First published in the Sydney Morning Herald, March 11, 2013


Retrospective style gigs are like comfort food: pleasure is safe, warm and guaranteed. When it’s both Neil Finn and Paul Kelly onstage, promising to play their own hits as well as pay homage to each other’s, the prospect gets a touch spicier but doubly assured of pleasure.

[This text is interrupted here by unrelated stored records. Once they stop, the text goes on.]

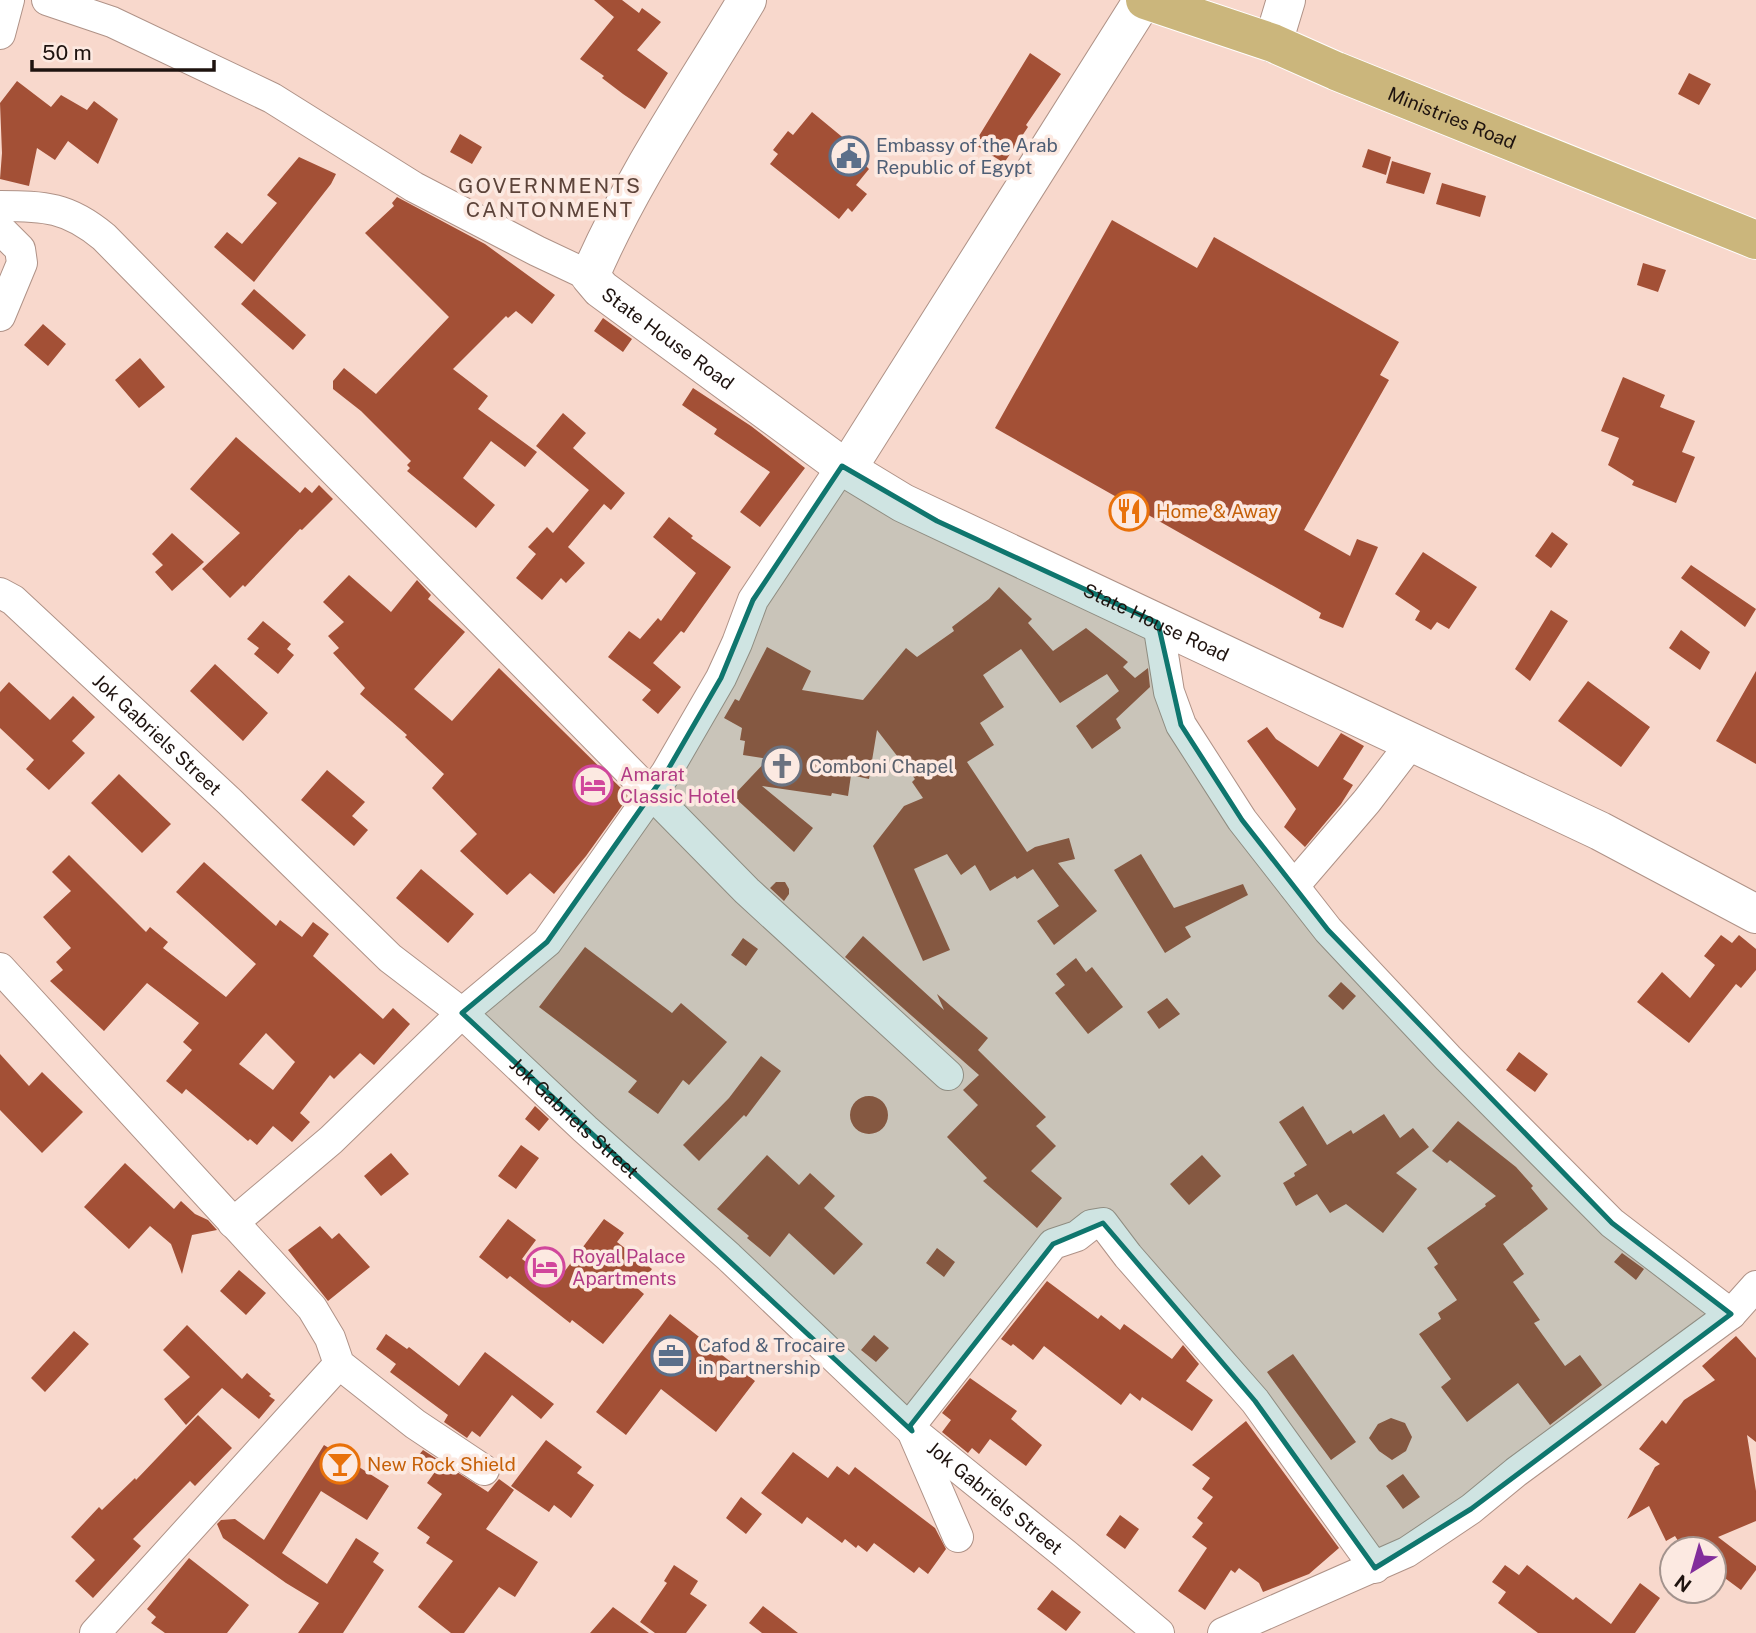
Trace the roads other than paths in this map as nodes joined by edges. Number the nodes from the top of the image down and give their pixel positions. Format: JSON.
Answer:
{"nodes":[{"id":1,"x":9,"y":0,"type":"edge"},
{"id":2,"x":47,"y":0,"type":"edge"},
{"id":3,"x":747,"y":0,"type":"edge"},
{"id":4,"x":1144,"y":0,"type":"edge"},
{"id":5,"x":1286,"y":0,"type":"edge"},
{"id":6,"x":0,"y":34,"type":"edge"},
{"id":7,"x":1273,"y":43,"type":"junction"},
{"id":8,"x":0,"y":206,"type":"edge"},
{"id":9,"x":0,"y":229,"type":"edge"},
{"id":10,"x":1756,"y":240,"type":"edge"},
{"id":11,"x":590,"y":276,"type":"junction"},
{"id":12,"x":0,"y":316,"type":"edge"},
{"id":13,"x":844,"y":468,"type":"junction"},
{"id":14,"x":0,"y":593,"type":"edge"},
{"id":15,"x":1158,"y":623,"type":"junction"},
{"id":16,"x":1412,"y":742,"type":"junction"},
{"id":17,"x":651,"y":793,"type":"junction"},
{"id":18,"x":1294,"y":886,"type":"junction"},
{"id":19,"x":1756,"y":914,"type":"edge"},
{"id":20,"x":0,"y":968,"type":"edge"},
{"id":21,"x":462,"y":1013,"type":"junction"},
{"id":22,"x":948,"y":1075,"type":"dead end"},
{"id":23,"x":233,"y":1223,"type":"junction"},
{"id":24,"x":1756,"y":1286,"type":"edge"},
{"id":25,"x":1731,"y":1314,"type":"junction"},
{"id":26,"x":339,"y":1364,"type":"junction"},
{"id":27,"x":484,"y":1470,"type":"dead end"},
{"id":28,"x":958,"y":1537,"type":"dead end"},
{"id":29,"x":1375,"y":1567,"type":"junction"},
{"id":30,"x":95,"y":1633,"type":"edge"},
{"id":31,"x":1159,"y":1633,"type":"edge"},
{"id":32,"x":1223,"y":1633,"type":"edge"}],
"edges":[{"from":1,"to":6,"type":"street"},
{"from":2,"to":11,"type":"street","name":"State House Road"},
{"from":3,"to":11,"type":"main road","name":"State House Road"},
{"from":4,"to":7,"type":"main road","name":"Ministries Road"},
{"from":4,"to":13,"type":"main road"},
{"from":5,"to":7,"type":"main road"},
{"from":7,"to":10,"type":"main road","name":"Ministries Road"},
{"from":8,"to":17,"type":"street"},
{"from":9,"to":12,"type":"street"},
{"from":11,"to":13,"type":"main road","name":"State House Road"},
{"from":13,"to":15,"type":"main road","name":"State House Road"},
{"from":13,"to":17,"type":"street"},
{"from":14,"to":21,"type":"street","name":"Jok Gabriels Street"},
{"from":15,"to":16,"type":"main road","name":"State House Road"},
{"from":15,"to":18,"type":"street"},
{"from":16,"to":18,"type":"street"},
{"from":16,"to":19,"type":"main road","name":"State House Road"},
{"from":17,"to":21,"type":"street"},
{"from":17,"to":22,"type":"street"},
{"from":18,"to":25,"type":"street"},
{"from":20,"to":23,"type":"street"},
{"from":21,"to":23,"type":"street"},
{"from":21,"to":31,"type":"street","name":"Jok Gabriels Street"},
{"from":23,"to":26,"type":"street"},
{"from":24,"to":25,"type":"street"},
{"from":25,"to":29,"type":"street"},
{"from":26,"to":27,"type":"street"},
{"from":26,"to":30,"type":"street"},
{"from":28,"to":29,"type":"street"},
{"from":29,"to":32,"type":"street"}]}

As the lights dim, we slip into an Australian summer evening – nothing but the drone and chirp of insects from the dark. Finn and Kelly emerge holding lanterns and play an acoustic duo against a backdrop of gnarled trees. Their intent is clear: to size-down the cavernous Concert Hall into a setting as intimate as a family campsite.

Paul Kelly & Neil Finn

Paul Kelly & Neil Finn

Thus established, even when the lights later flare, and the band rock out, that intimacy is not lost. Kelly and Finn are accomplished singer-songwriters and know in their bones and blood, like the best do, that without this bond, their stories may move us but they’ll never be ours too.

Some songs are 30-year-old grownups now like Split Enz’ track ‘Message To My Girl’, yet they don’t feel dusty. Finn and Kelly seem invigorated by the show’s concept as well as by playing with Neil’s son Elroy on drums and Paul’s nephew Dan on guitar. “We’ve hit the big time now Paul,” jokes Finn, gesturing at the Concert Hall. Quick, funny and irreverent, Finn carries most of the banter. Meanwhile, Kelly accepts several good-natured jabs about his musicianship, some of them self-directed. “The good thing about having Neil Finn in your band is he does all the hard bits.”

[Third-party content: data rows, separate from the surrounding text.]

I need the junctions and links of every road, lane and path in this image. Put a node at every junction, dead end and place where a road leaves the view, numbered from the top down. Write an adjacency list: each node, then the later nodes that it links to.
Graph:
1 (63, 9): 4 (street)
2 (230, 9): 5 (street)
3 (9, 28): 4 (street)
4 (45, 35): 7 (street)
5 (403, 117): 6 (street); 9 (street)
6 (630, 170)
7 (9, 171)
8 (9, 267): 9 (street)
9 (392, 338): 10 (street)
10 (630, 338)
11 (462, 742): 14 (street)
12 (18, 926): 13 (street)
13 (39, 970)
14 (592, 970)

There are many great moments. Kelly’s ‘Dumb Things’ is so boisterous and fun that, close my eyes, and I’m dancing and sloshing beer at my local as a cover band belts it out. But ultimately it’s the interplay – visual, verbal, musical – between Kelly and Finn that elevates the show to something more special than most.

Because while they deliver their own songs beautifully, it’s only when Kelly sings Crowed House perennial ‘Into Temptation’ that I realise the song was felled long ago by over-familiarity, its edges all worn off.  Kelly sings it hands-free of a guitar, completely in the moment, drawing forth the song’s dark, rueful tale of lust’s abyss in a way I had not heard before.  

Even Finn seems overcome, bereft for a moment of wisecracks and wordplay, simply saying: “Paul Kelly, you released it from its shackles.”

***

SMH version here.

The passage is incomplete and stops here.